If the crop of new VC-backed companies targeting this pathway are any indication, the answer a decade from now may be a resounding ‘yes’

The most straightforward approach is that of Ohio-based ReXceptor.  Their strategy is to boost endogenous expression of apoE, using agonists of the ligand-dependent transcription factor RXR-alpha.  As their recent publication in the prestigious Science journal testifies, this is a promising approach: the RXR-alpha agonist bexarotene induced rapid clearance of amyloid plaques in a mouse model of AD – a result sufficiently impressive that it garnered attention of the mainstream world media.

The challenge for ReXceptor will be the specificity of their approach.  RXR-alpha heterodimerises with other nuclear hormone receptors, and affects the transcription of numerous gene beyond apoE.   As a result, bexarotene is associated with some fairly daunting side-effects, with hyperlipidemia and thyroid dysfunction prominent in more than half the subjects treated with the drug for cancer indications.  The solution may lie in better-optimized ligands, or in a careful titration of the dose, hoping that the beneficial effects on apoE can somehow be separated from the side-effects.

The other approach, adopted by US start-up Cognosci and by Cambridge-based Epsilon-3 Bio (where DrugBaron is a member of the senior management team), is to mimic apoE signaling (or at least the part of apoE signaling that promotes cell debris clearance).
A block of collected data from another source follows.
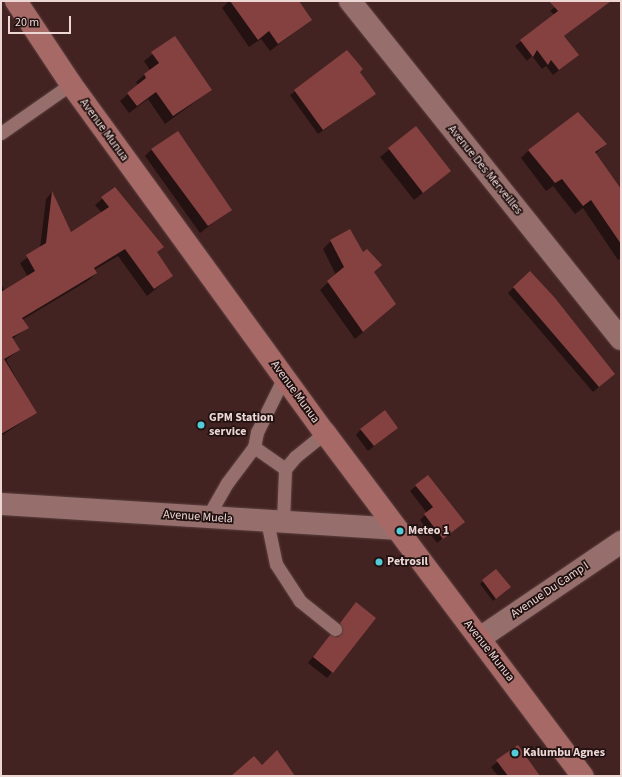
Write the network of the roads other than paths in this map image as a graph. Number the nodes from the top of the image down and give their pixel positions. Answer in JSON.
{"nodes":[{"id":1,"x":16,"y":1,"type":"edge"},
{"id":2,"x":350,"y":1,"type":"edge"},
{"id":3,"x":71,"y":84,"type":"junction"},
{"id":4,"x":1,"y":133,"type":"edge"},
{"id":5,"x":619,"y":332,"type":"edge"},
{"id":6,"x":284,"y":377,"type":"junction"},
{"id":7,"x":325,"y":433,"type":"junction"},
{"id":8,"x":254,"y":447,"type":"junction"},
{"id":9,"x":285,"y":469,"type":"junction"},
{"id":10,"x":1,"y":504,"type":"edge"},
{"id":11,"x":207,"y":518,"type":"junction"},
{"id":12,"x":275,"y":521,"type":"junction"},
{"id":13,"x":396,"y":529,"type":"junction"},
{"id":14,"x":621,"y":542,"type":"edge"},
{"id":15,"x":335,"y":630,"type":"dead end"},
{"id":16,"x":480,"y":638,"type":"junction"},
{"id":17,"x":583,"y":776,"type":"edge"}],
"edges":[{"from":1,"to":3,"type":"main road","name":"Avenue Munua"},
{"from":2,"to":5,"type":"street","name":"Avenue Des Merveilles"},
{"from":3,"to":4,"type":"lane"},
{"from":3,"to":6,"type":"main road","name":"Avenue Munua"},
{"from":6,"to":7,"type":"main road","name":"Avenue Munua"},
{"from":6,"to":8,"type":"lane"},
{"from":7,"to":9,"type":"lane"},
{"from":7,"to":13,"type":"main road","name":"Avenue Munua"},
{"from":8,"to":9,"type":"lane"},
{"from":8,"to":11,"type":"lane"},
{"from":9,"to":12,"type":"lane"},
{"from":10,"to":11,"type":"street","name":"Avenue Muela"},
{"from":11,"to":12,"type":"street","name":"Avenue Muela"},
{"from":12,"to":13,"type":"street","name":"Avenue Muela"},
{"from":12,"to":15,"type":"lane"},
{"from":13,"to":16,"type":"main road","name":"Avenue Munua"},
{"from":14,"to":16,"type":"street","name":"Avenue Du Camp I"},
{"from":16,"to":17,"type":"main road","name":"Avenue Munua"}]}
The challenge here is that the receptors and signaling pathway responsible for linking apoE to cell debris clearance are still poorly understood, precluding molecular screens.  But peptides derived from the apoE sequence and small molecules identified through functional screening both offer hope of recapitulating the beneficial properties of apoE.
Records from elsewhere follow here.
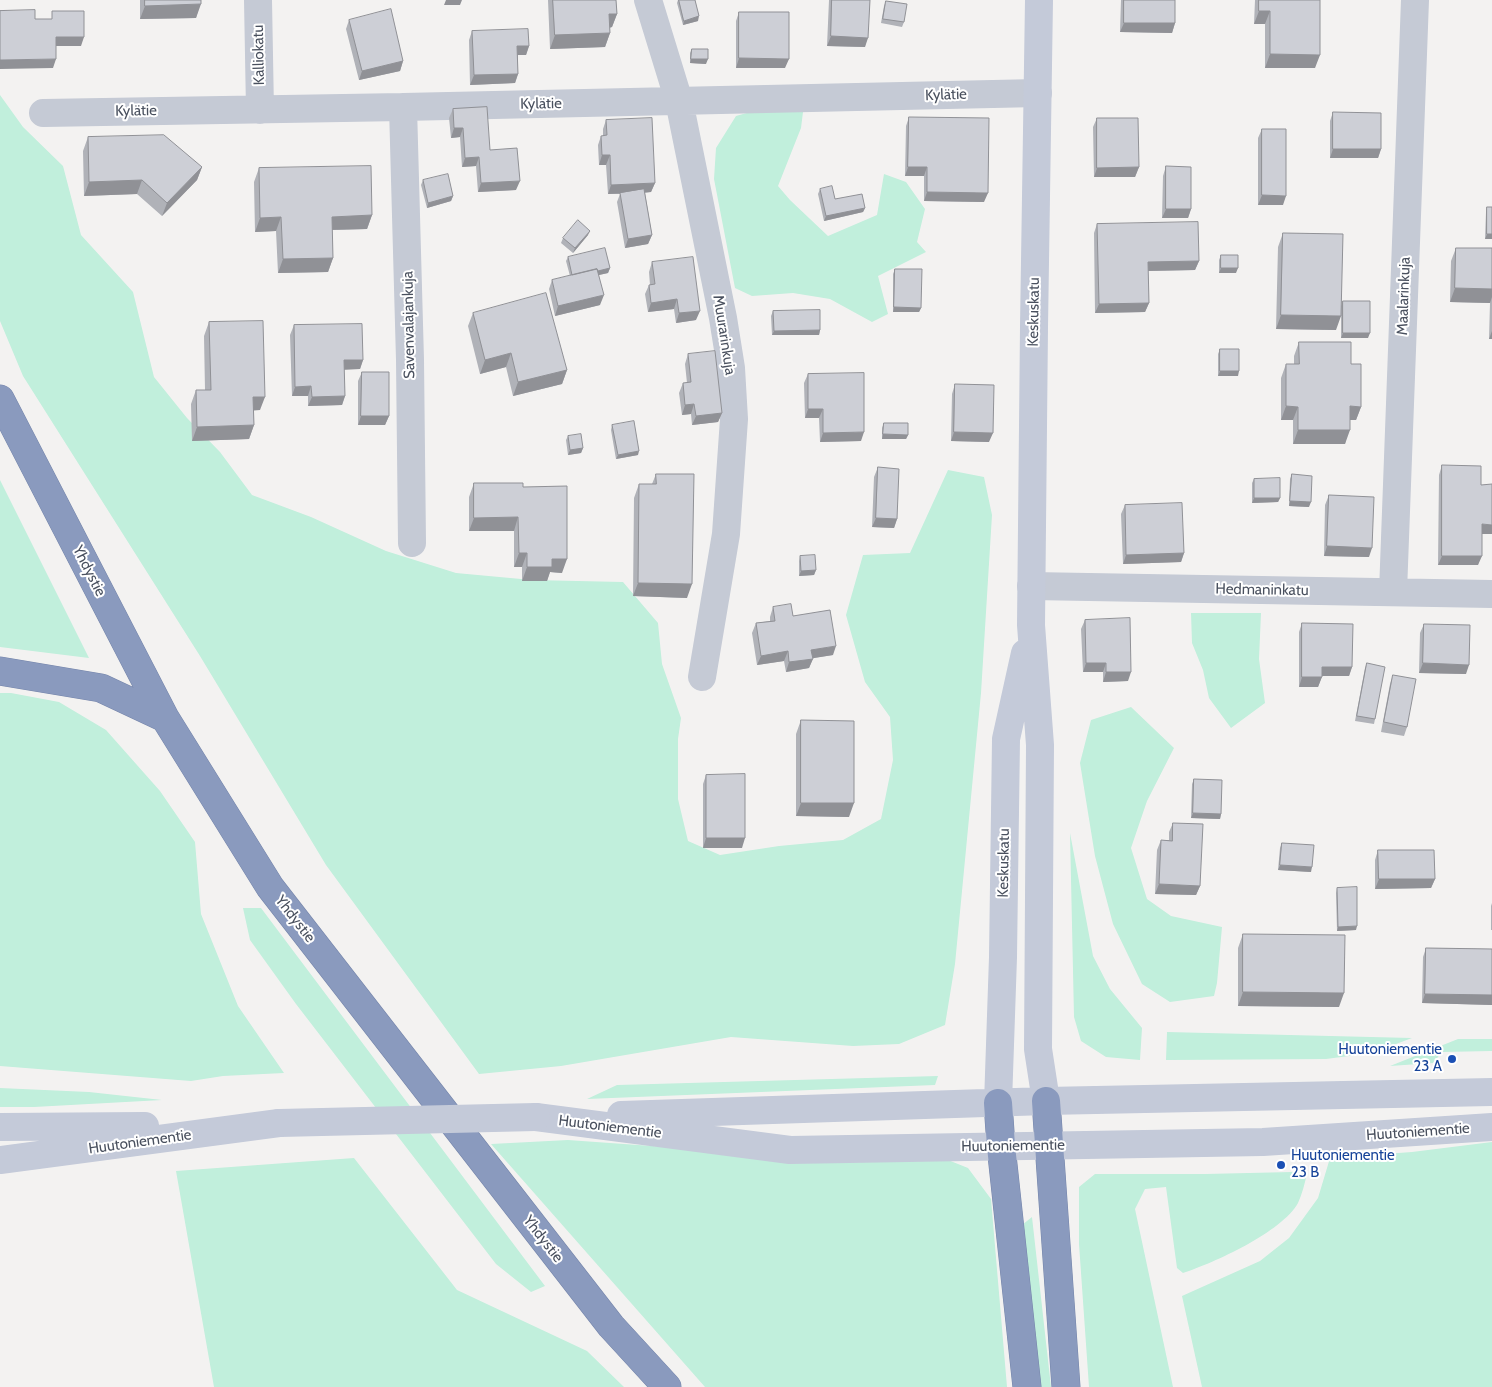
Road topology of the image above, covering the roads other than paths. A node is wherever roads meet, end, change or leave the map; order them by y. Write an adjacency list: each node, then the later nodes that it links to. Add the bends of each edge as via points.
1 (258, 0): 8 (street, Kalliokatu)
2 (648, 0): 6 (street, Muurarinkuja)
3 (1039, 0): 5 (main road, Keskuskatu)
4 (1415, 0): 13 (street, Maalarinkuja)
5 (1038, 93): 6 (street, Kylätie); 12 (main road, Keskuskatu)
6 (679, 102): 7 (street, Kylätie); 17 (street, Muurarinkuja, via 723,318 731,368 734,419 726,534)
7 (403, 107): 8 (street, Kylätie); 11 (street, Savenvalajankuja)
8 (260, 110): 9 (street, Kylätie)
9 (43, 112)
10 (0, 399): 18 (highway, Yhdystie)
11 (412, 543)
12 (1031, 586): 13 (street, Hedmaninkatu); 15 (main road, Keskuskatu)
13 (1393, 592): 14 (street, Hedmaninkatu)
14 (1492, 594)
15 (1031, 625): 20 (main road, Keskuskatu, via 1040,745 1038,1049); 21 (main road, Keskuskatu, via 1006,739)
16 (0, 671): 18 (highway, via 101,688)
17 (702, 676)
18 (165, 718): 29 (highway, Yhdystie, via 270,887 611,1326)
19 (1492, 1092): 20 (main road, Huutoniementie)
20 (1046, 1101): 21 (main road, Huutoniementie); 27 (highway)
21 (998, 1103): 22 (main road, Huutoniementie); 26 (highway)
22 (536, 1118): 23 (main road, Huutoniementie, bridge); 26 (main road, Huutoniementie, via 790,1150)
23 (280, 1123): 24 (main road, Huutoniementie); 28 (main road, Huutoniementie)
24 (0, 1127)
25 (1492, 1127): 27 (main road, Huutoniementie, via 1263,1142)
26 (1001, 1146): 27 (main road, Huutoniementie); 30 (highway)
27 (1048, 1146): 31 (highway)
28 (0, 1160)
29 (667, 1387)
30 (1027, 1387)
31 (1066, 1387)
A third strategy, pioneered by Prof Mahley and his colleagues at the Gladstone Institute in San Francisco, and also by the Cambridge team behind Epsilon-3 Bio, is to convert the “risk” variant of apoE (apoE4) back to wild-type, using small molecule “structure converters”.  These are compounds that bind to apoE in such a way as to induce a switch in conformation from the apoE4 conformation to the apoE3 conformation.  With luck, such molecules might even be able to improve the function of the wild-type variant (in the way apoE2 does).
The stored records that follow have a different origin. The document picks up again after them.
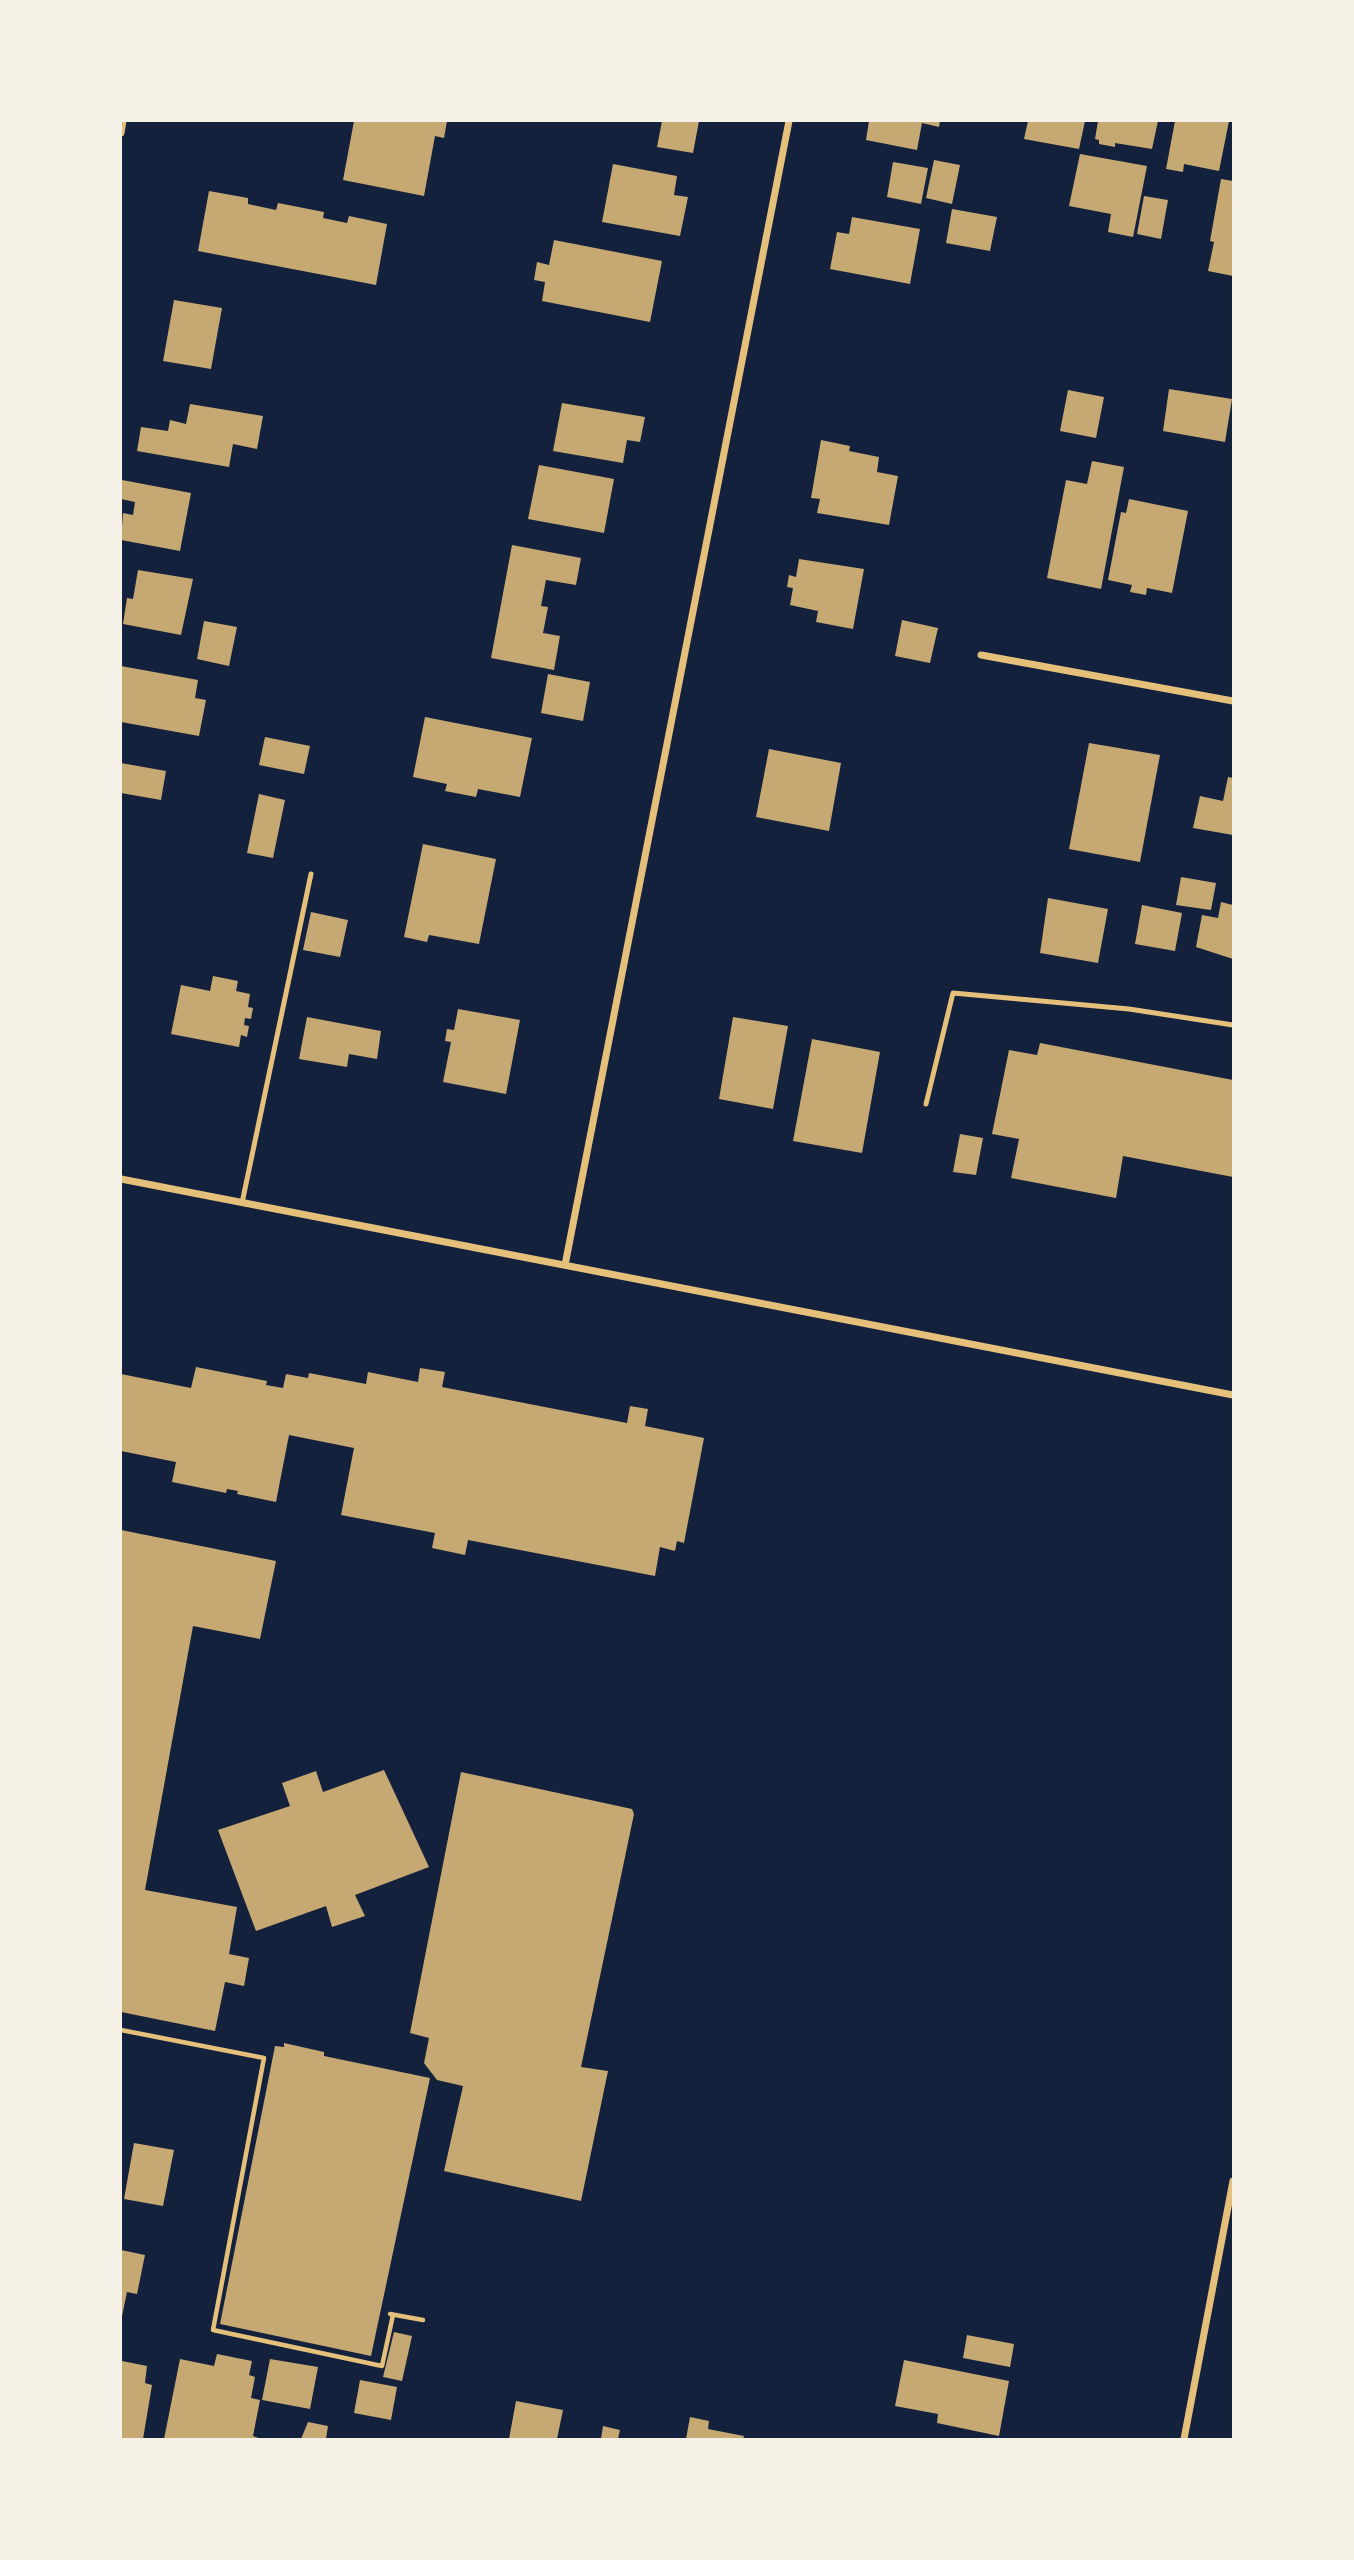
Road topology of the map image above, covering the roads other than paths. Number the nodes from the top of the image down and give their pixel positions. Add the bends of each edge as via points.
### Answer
1 (123, 121) edge
2 (789, 121) edge
3 (121, 133) edge
4 (981, 655) dead end
5 (1233, 701) edge
6 (311, 874) dead end
7 (1233, 1025) edge
8 (926, 1104) dead end
9 (121, 1179) edge
10 (242, 1203) junction
11 (565, 1265) junction
12 (1233, 1395) edge
13 (1233, 2181) edge
14 (1184, 2439) edge

1 - 3 street
2 - 11 street
4 - 5 street
6 - 10 lane
7 - 8 lane via 1129,1009 953,993
9 - 10 street
10 - 11 street
11 - 12 street
13 - 14 street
Each of these lead compounds is a candidate for the title “Elixir of Life”, offering extended lifespan, freedom from a slew of chronic inflammatory and degenerative diseases, and all the gain from exercise with none of the pain.  Small wonder there has been a rush to found new companies to exploit this science.  And with impressive results like the bexarotene paper and the phenome-wide association study linking apoE and depression reaching the scientific literature, providing ever stronger validation for the pathway, new entrants, big and small, are likely to throw their hats into the ring as well.

The prize may be very large indeed, for public health and for investors.  The last company to hold out the promise of an “Elixir of Life”, Sirtris, was sold to GSK for $720million up-front in 2008.  And although their lead compound, resveratrol, was discontinued due to side-effects, sirtuins remain a promising therapeutic target.  But compounds that mimic the effect of apoE on cell debris clearance may be bigger yet.  It’s a bold prediction, but DrugBaron envisages an impact on global health for the best apoE mimetics that matches or exceeds that of antibiotics and statins.  You would expect nothing less from a tiny pill that packs in all the goodness of a daily exercise routine while you sit on the couch reading the latest from DrugBaron.